Dizer a verdade custa caro
Dizer a verdade custa caro.
Estão batendo em Luciana Genro porque ela disse, mais uma vez, uma verdade.
Num mundo tão cínico, isto é um problema: dizer a verdade.
No Twitter, ela escreveu que, como tanta gente, também lamentava a morte de Thomaz Alckmin.
Mas acrescentou que também gostaria de ver as pessoas lamentando a morte do garoto Eduardo Ferreira, de 10 anos, por uma bala de um policial no Morro do Alemão.
Acusaram-na de “politizar” a morte do caçula de Alckmin.
Ora, é uma estupidez. Ela estava, e está, absolutamente certa. Tanto quando esteve ao dizer em rede nacional que Aécio não deve ser levado a sério ao falar em corrupção, ele que mandou construir um aeroporto particular numa fazenda da família.
Para registro, não muito depois Dilma manifestou pesar pelo garoto, e disse esperar que os criminosos sejam punidos.
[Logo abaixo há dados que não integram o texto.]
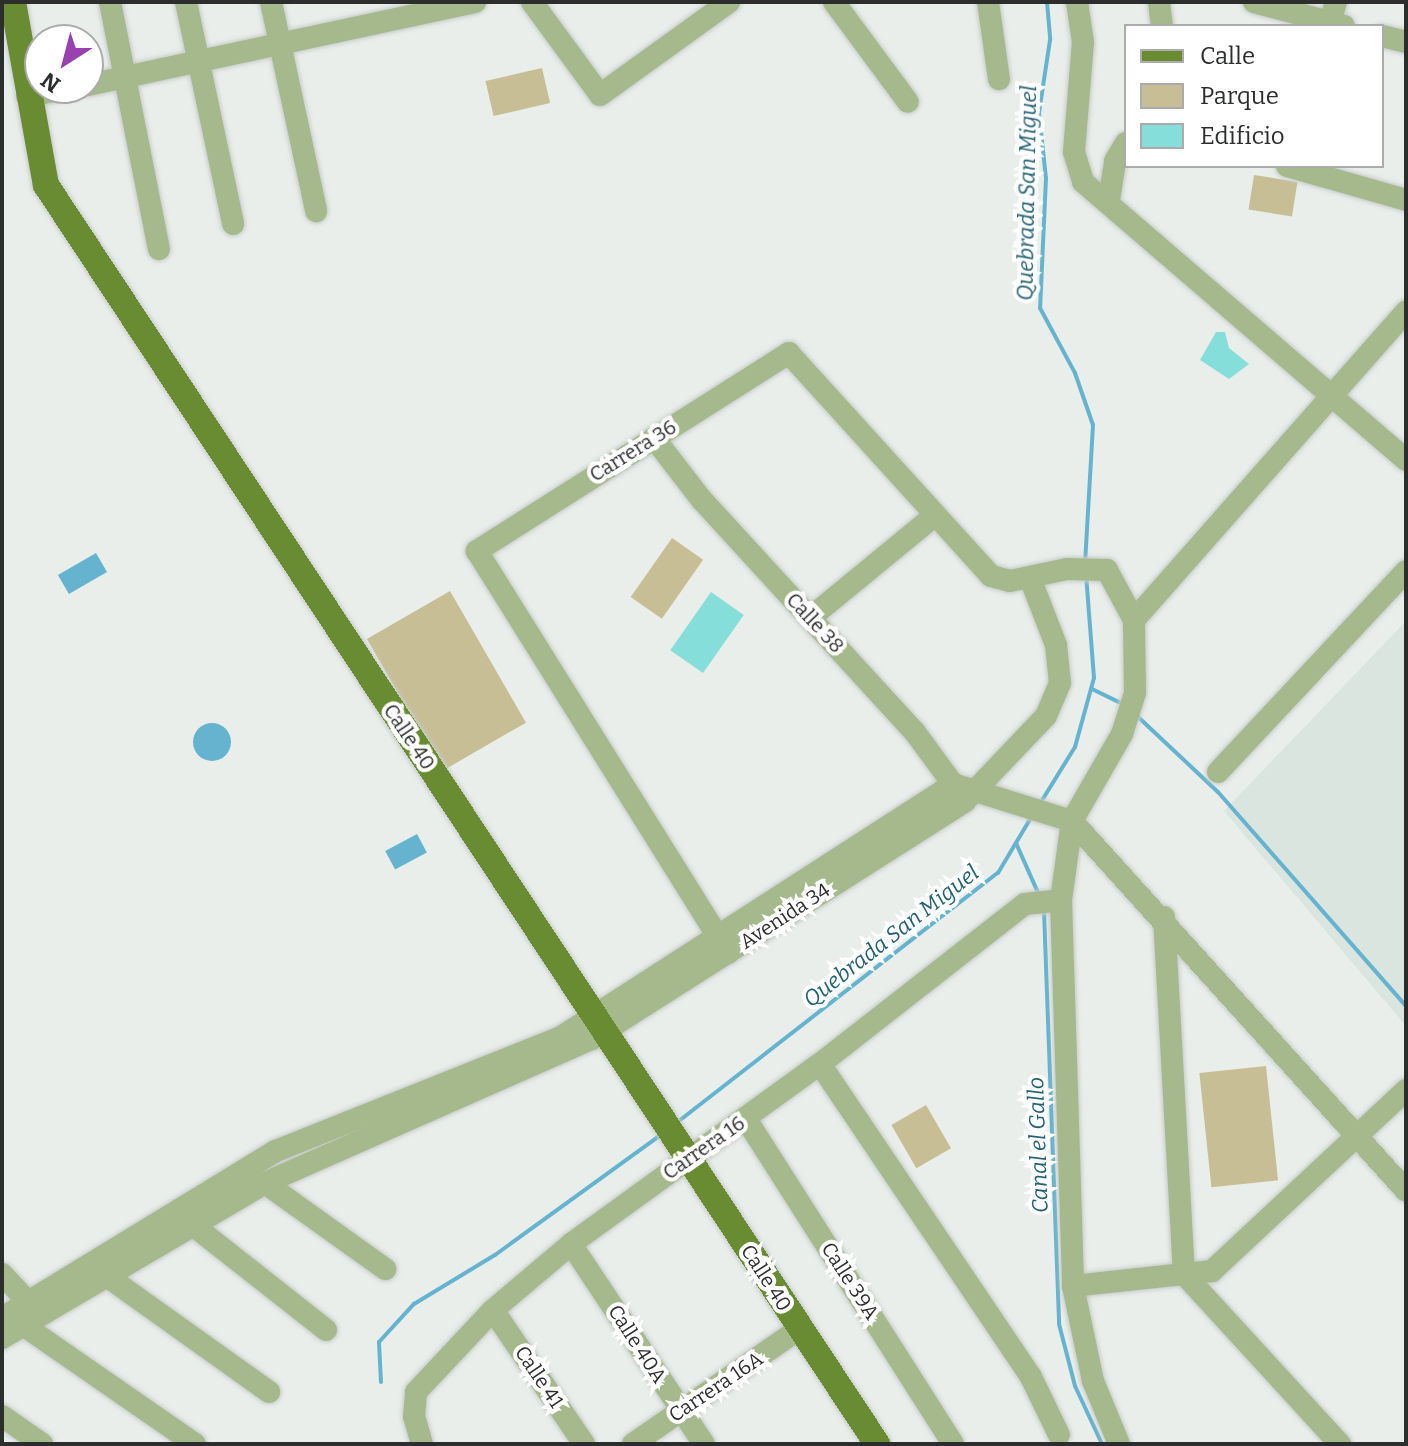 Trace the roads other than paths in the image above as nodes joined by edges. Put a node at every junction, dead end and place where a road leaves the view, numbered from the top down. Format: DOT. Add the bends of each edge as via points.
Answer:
graph roads {
  1 [pos="13,2"];
  2 [pos="110,2"];
  3 [pos="186,2"];
  4 [pos="271,2"];
  5 [pos="475,2"];
  6 [pos="532,2"];
  7 [pos="729,2"];
  8 [pos="834,2"];
  9 [pos="988,2"];
  10 [pos="1077,2"];
  11 [pos="1159,2"];
  12 [pos="1254,2"];
  13 [pos="1335,19"];
  14 [pos="1162,24"];
  15 [pos="1384,36"];
  16 [pos="1406,42"];
  17 [pos="2,43"];
  18 [pos="281,47"];
  19 [pos="198,63"];
  20 [pos="24,76"];
  21 [pos="128,77"];
  22 [pos="999,79"];
  23 [pos="104,82"];
  24 [pos="908,102"];
  25 [pos="29,104"];
  26 [pos="1124,146"];
  27 [pos="1298,168"];
  28 [pos="1109,200"];
  29 [pos="1406,200"];
  30 [pos="316,211"];
  31 [pos="233,224"];
  32 [pos="159,249"];
  33 [pos="1406,312"];
  34 [pos="166,384"];
  35 [pos="1333,393"];
  36 [pos="654,438"];
  37 [pos="1406,460"];
  38 [pos="934,516"];
  39 [pos="1406,571"];
  40 [pos="1030,578"];
  41 [pos="810,618"];
  42 [pos="1134,620"];
  43 [pos="1218,772"];
  44 [pos="971,789"];
  45 [pos="1068,820"];
  46 [pos="1055,900"];
  47 [pos="1164,917"];
  48 [pos="723,944"];
  49 [pos="593,1026"];
  50 [pos="820,1064"];
  51 [pos="1406,1090"];
  52 [pos="746,1119"];
  53 [pos="1358,1135"];
  54 [pos="679,1158"];
  55 [pos="265,1183"];
  56 [pos="1406,1191"];
  57 [pos="194,1226"];
  58 [pos="571,1244"];
  59 [pos="385,1269"];
  60 [pos="2,1274"];
  61 [pos="1184,1274"];
  62 [pos="108,1277"];
  63 [pos="1073,1286"];
  64 [pos="28,1302"];
  65 [pos="493,1310"];
  66 [pos="12,1322"];
  67 [pos="326,1330"];
  68 [pos="794,1334"];
  69 [pos="2,1338"];
  70 [pos="269,1392"];
  71 [pos="681,1411"];
  72 [pos="2,1416"];
  73 [pos="1059,1435"];
  74 [pos="42,1444"];
  75 [pos="195,1444"];
  76 [pos="422,1444"];
  77 [pos="584,1444"];
  78 [pos="633,1444"];
  79 [pos="704,1444"];
  80 [pos="859,1444"];
  81 [pos="877,1444"];
  82 [pos="953,1444"];
  83 [pos="1119,1444"];
  84 [pos="1340,1444"];
  1 -- 20 [label="main road, Calle 40"];
  2 -- 21 [label="street"];
  3 -- 19 [label="street"];
  4 -- 18 [label="street"];
  5 -- 18 [label="street"];
  6 -- 7 [label="street" via="600,95"];
  8 -- 24 [label="street"];
  9 -- 22 [label="street"];
  10 -- 28 [label="street" via="1083,42 1074,152 1083,182"];
  11 -- 14 [label="street"];
  12 -- 13 [label="street"];
  15 -- 16 [label="street"];
  17 -- 34 [label="main road, Calle 40" via="35,192"];
  18 -- 19 [label="street"];
  18 -- 30 [label="street"];
  19 -- 21 [label="street"];
  19 -- 31 [label="street"];
  21 -- 23 [label="street"];
  21 -- 32 [label="street"];
  25 -- 34 [label="main road, Calle 40" via="46,185"];
  26 -- 28 [label="street" via="1115,161"];
  27 -- 29 [label="street"];
  28 -- 35 [label="street"];
  33 -- 35 [label="street"];
  34 -- 49 [label="main road, Calle 40"];
  35 -- 37 [label="street"];
  35 -- 42 [label="street"];
  36 -- 38 [label="street, Carrera 36" via="789,353"];
  36 -- 41 [label="street, Calle 38"];
  36 -- 48 [label="street, Carrera 36" via="477,551"];
  38 -- 40 [label="street" via="991,576"];
  38 -- 41 [label="street"];
  39 -- 43 [label="street"];
  40 -- 42 [label="street" via="1067,569 1107,570"];
  40 -- 44 [label="street, Avenida 34" via="1056,645 1060,683 1046,716"];
  41 -- 44 [label="street, Calle 38"];
  42 -- 45 [label="street" via="1133,696 1122,734"];
  44 -- 45 [label="street"];
  44 -- 48 [label="street, Avenida 34" via="965,801"];
  45 -- 46 [label="street"];
  45 -- 47 [label="street"];
  46 -- 50 [label="street, Carrera 16" via="1025,904"];
  46 -- 63 [label="street"];
  47 -- 53 [label="street"];
  47 -- 61 [label="street"];
  48 -- 49 [label="street, Avenida 34"];
  49 -- 54 [label="main road, Calle 40"];
  49 -- 55 [label="street"];
  49 -- 64 [label="street" via="276,1151"];
  50 -- 52 [label="street, Carrera 16"];
  50 -- 73 [label="street" via="1031,1377"];
  51 -- 53 [label="street"];
  52 -- 54 [label="street, Carrera 16"];
  52 -- 82 [label="street, Calle 39A"];
  53 -- 56 [label="street"];
  53 -- 61 [label="street" via="1212,1271"];
  54 -- 58 [label="street, Carrera 16"];
  54 -- 68 [label="main road, Calle 40"];
  55 -- 57 [label="street"];
  55 -- 59 [label="street"];
  57 -- 62 [label="street"];
  57 -- 67 [label="street"];
  58 -- 65 [label="street, Carrera 16"];
  58 -- 71 [label="street, Calle 40A"];
  60 -- 64 [label="street"];
  61 -- 63 [label="street"];
  61 -- 84 [label="street"];
  62 -- 66 [label="street"];
  62 -- 70 [label="street"];
  63 -- 83 [label="street" via="1093,1381"];
  64 -- 66 [label="street"];
  65 -- 76 [label="street, Carrera 16" via="416,1392 414,1416"];
  65 -- 77 [label="street, Calle 41"];
  66 -- 69 [label="street"];
  66 -- 75 [label="street"];
  68 -- 71 [label="street, Carrera 16A"];
  68 -- 80 [label="main road, Calle 40"];
  68 -- 81 [label="main road, Calle 40"];
  71 -- 78 [label="street, Carrera 16A"];
  71 -- 79 [label="street, Calle 40A"];
  72 -- 74 [label="street"];
}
É vital, sim, juntar as duas mortes num só pacote e compará-las porque ali está o Brasil tal como ele é.
Thomaz morreu num acidente. Foi um caso de extrema má sorte.
Eduardo morreu a chamada morte programada. Foi destino, e não azar. Todos os dias meninos como ele estão sujeitos à violência policial. São os desvalidos de sempre.
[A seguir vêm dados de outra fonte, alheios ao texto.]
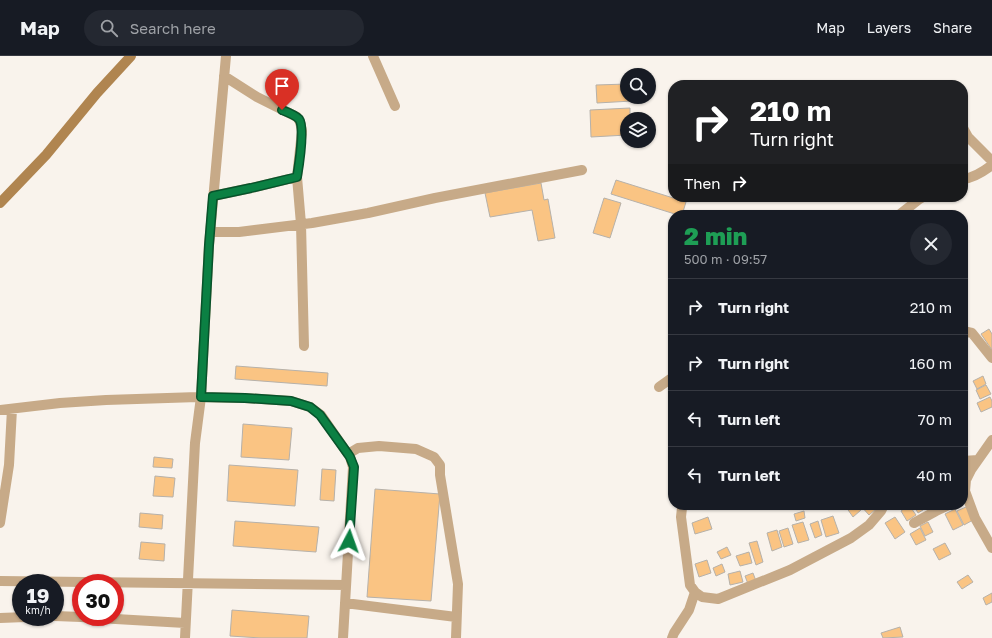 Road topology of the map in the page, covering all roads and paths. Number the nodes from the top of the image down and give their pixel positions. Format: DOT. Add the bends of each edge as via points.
graph roads {
  1 [pos="130,56"];
  2 [pos="226,56"];
  3 [pos="374,56"];
  4 [pos="224,76"];
  5 [pos="395,106"];
  6 [pos="968,137"];
  7 [pos="992,161"];
  8 [pos="992,166"];
  9 [pos="582,170"];
  10 [pos="297,177"];
  11 [pos="968,178"];
  12 [pos="213,196"];
  13 [pos="915,202"];
  14 [pos="0,203"];
  15 [pos="905,210"];
  16 [pos="301,224"];
  17 [pos="210,232"];
  18 [pos="968,332"];
  19 [pos="304,346"];
  20 [pos="992,358"];
  21 [pos="668,381"];
  22 [pos="659,387"];
  23 [pos="201,397"];
  24 [pos="12,409"];
  25 [pos="0,410"];
  26 [pos="992,440"];
  27 [pos="348,454"];
  28 [pos="978,460"];
  29 [pos="968,461"];
  30 [pos="968,476"];
  31 [pos="968,504"];
  32 [pos="682,510"];
  33 [pos="882,510"];
  34 [pos="938,510"];
  35 [pos="0,523"];
  36 [pos="914,523"];
  37 [pos="992,548"];
  38 [pos="0,581"];
  39 [pos="187,583"];
  40 [pos="346,585"];
  41 [pos="695,592"];
  42 [pos="345,603"];
  43 [pos="456,616"];
  44 [pos="0,618"];
  45 [pos="12,618"];
  46 [pos="124,620"];
  47 [pos="185,624"];
  48 [pos="185,638"];
  49 [pos="343,638"];
  50 [pos="456,638"];
  51 [pos="672,638"];
  1 -- 14 [label="street" via="46,155"];
  2 -- 4 [label="street"];
  3 -- 5 [label="street"];
  4 -- 10 [label="street" via="257,97 297,117 302,131"];
  4 -- 12 [label="street"];
  6 -- 7 [label="street"];
  8 -- 11 [label="street"];
  9 -- 16 [label="street"];
  10 -- 12 [label="street"];
  10 -- 16 [label="street"];
  12 -- 17 [label="street"];
  13 -- 15 [label="street"];
  16 -- 17 [label="street" via="239,232"];
  16 -- 19 [label="street"];
  17 -- 23 [label="street"];
  18 -- 20 [label="street"];
  21 -- 22 [label="street"];
  23 -- 24 [label="street" via="60,403"];
  23 -- 27 [label="street" via="291,401 310,407 320,415"];
  23 -- 39 [label="street" via="195,443"];
  24 -- 25 [label="street"];
  24 -- 35 [label="street" via="9,465"];
  26 -- 28 [label="street"];
  27 -- 40 [label="street" via="354,467"];
  27 -- 43 [label="street" via="358,448 379,446 416,449 434,457 440,465 458,584"];
  28 -- 29 [label="street"];
  28 -- 30 [label="street"];
  31 -- 37 [label="street"];
  32 -- 41 [label="street" via="680,517 690,585"];
  33 -- 41 [label="street" via="869,525 851,538 790,570 718,599 702,597"];
  34 -- 36 [label="street"];
  38 -- 39 [label="street"];
  39 -- 40 [label="street"];
  39 -- 47 [label="street"];
  40 -- 42 [label="street"];
  41 -- 51 [label="street" via="689,610"];
  42 -- 43 [label="street"];
  42 -- 49 [label="street"];
  43 -- 50 [label="street"];
  44 -- 45 [label="street"];
  46 -- 47 [label="street"];
  47 -- 48 [label="street"];
} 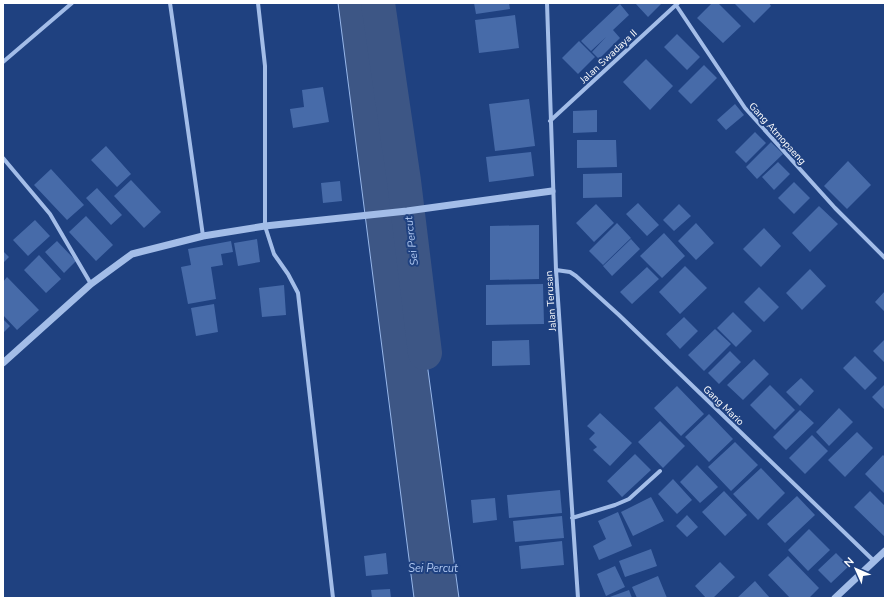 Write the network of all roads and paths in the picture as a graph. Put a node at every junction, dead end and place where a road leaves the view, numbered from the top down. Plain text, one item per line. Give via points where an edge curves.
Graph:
1 (72, 3) edge
2 (170, 3) edge
3 (258, 3) edge
4 (546, 3) edge
5 (677, 4) edge
6 (3, 62) edge
7 (550, 121) junction
8 (3, 158) edge
9 (552, 191) junction
10 (265, 226) junction
11 (203, 236) junction
12 (885, 258) edge
13 (556, 270) junction
14 (91, 284) junction
15 (3, 363) edge
16 (660, 471) dead end
17 (572, 518) junction
18 (885, 551) edge
19 (874, 561) junction
20 (333, 598) edge
21 (578, 598) edge
22 (835, 598) edge

1 - 6 street
2 - 11 street
3 - 10 street via 265,66
4 - 7 street, Jalan Terusan
5 - 7 street, Jalan Swadaya II
5 - 12 street, Gang Atmopaeng via 745,108 835,208
7 - 9 street, Jalan Terusan
8 - 14 street via 50,214
9 - 10 street
9 - 13 street, Jalan Terusan
10 - 11 street
10 - 20 street via 274,254 298,293
11 - 14 street via 132,254
13 - 17 street, Jalan Terusan
13 - 19 street, Gang Mario via 570,272 576,276 620,315
14 - 15 street
16 - 17 street via 629,499
17 - 21 street, Jalan Terusan
18 - 19 street
19 - 22 street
Thomaz foi colhido pela morte, e Eduardo pela vida.
Nas favelas ocupadas por policiais merecidamente detestado pelas comunidades, balas são uma rotina da qual ninguém escapa.
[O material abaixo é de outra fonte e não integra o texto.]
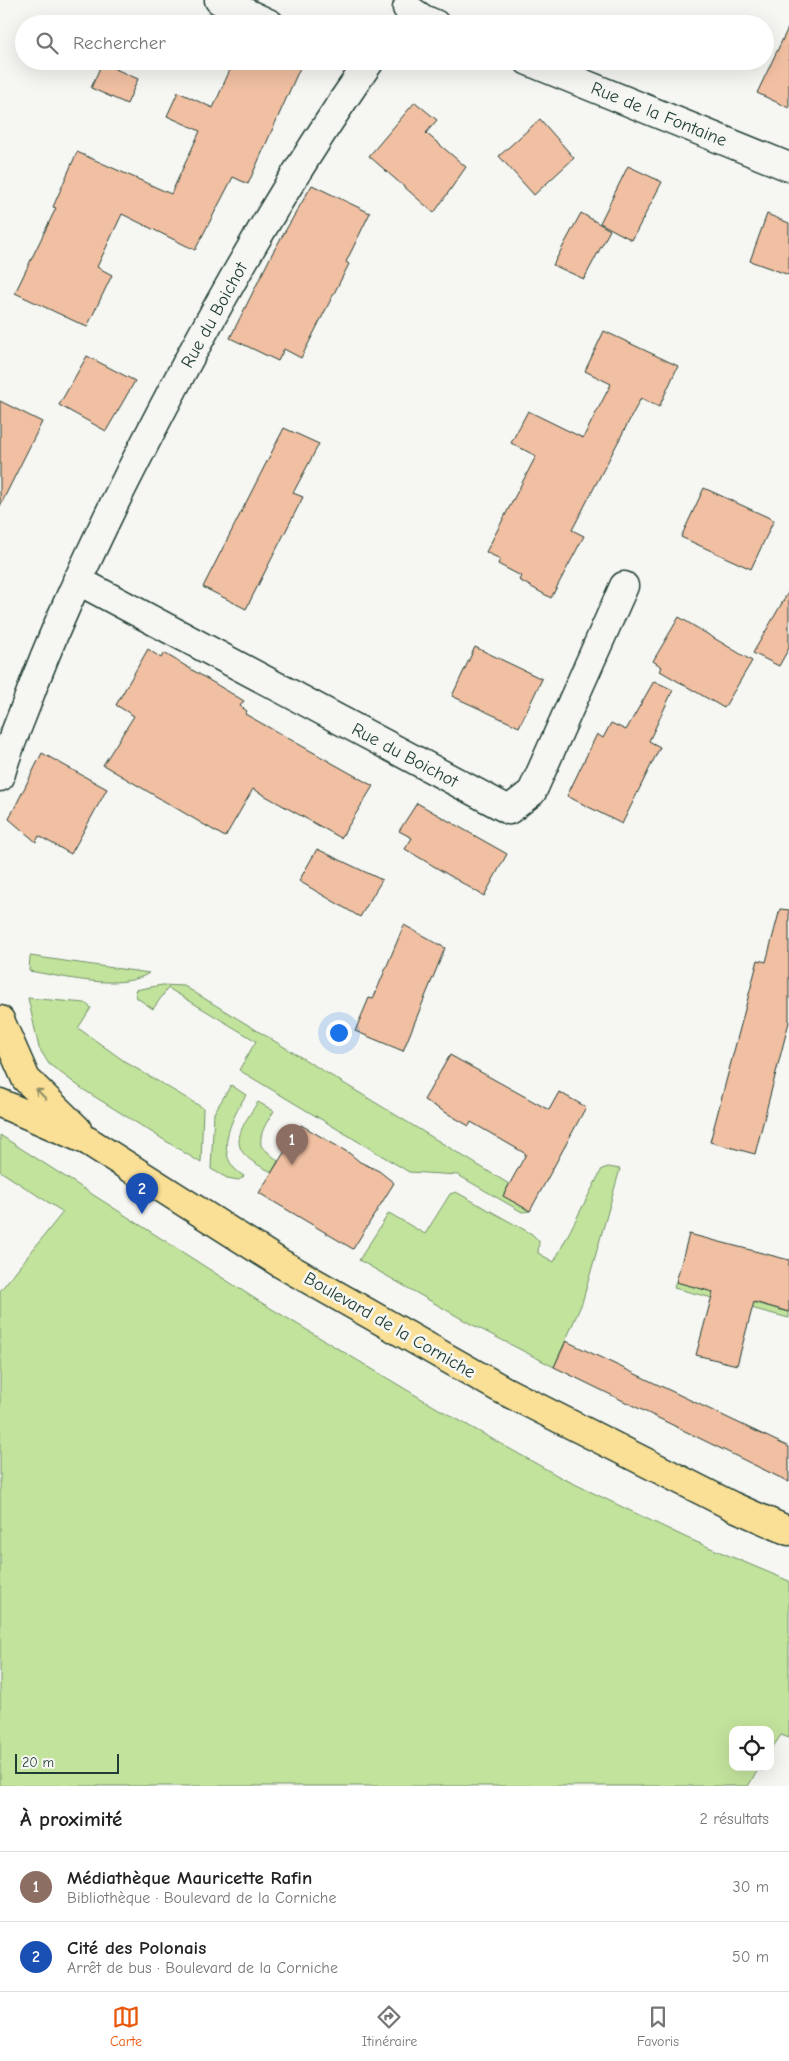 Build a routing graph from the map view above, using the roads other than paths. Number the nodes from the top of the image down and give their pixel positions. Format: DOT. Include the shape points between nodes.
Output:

É um erro monumental acreditar que pelotões de policiais possam resolver o problema das favelas.
Foge-se do fato incontestável: o drama das favelas só desaparecerá quando não mais as houver.
A única coisa que é realmente igual em ambos os casos é a dor infinita dos pais.
Num caso parecido, na Antiguidade, um sábio grego escreveu que ninguém podia se declarar feliz enquanto não morresse.
Ele falava de Príamo, o rei de Troia, para quem tudo corria tão bem até a velhice, mas que foi obrigado a ver o filho Heitor ser morto diante de seus olhos.
Que os pais de Thomaz e Eduardo encontrem forças para seguir adiante num episódio que desafia a vontade de acordar para um novo dia até o fim.
E que, como Luciana Genro disse, que os lamentos se espalhem fraternalmente entre Thomaz e Eduardo.
Na morte, nos igualamos.
Na vida, porém, somos abjetamente desiguais no Brasil.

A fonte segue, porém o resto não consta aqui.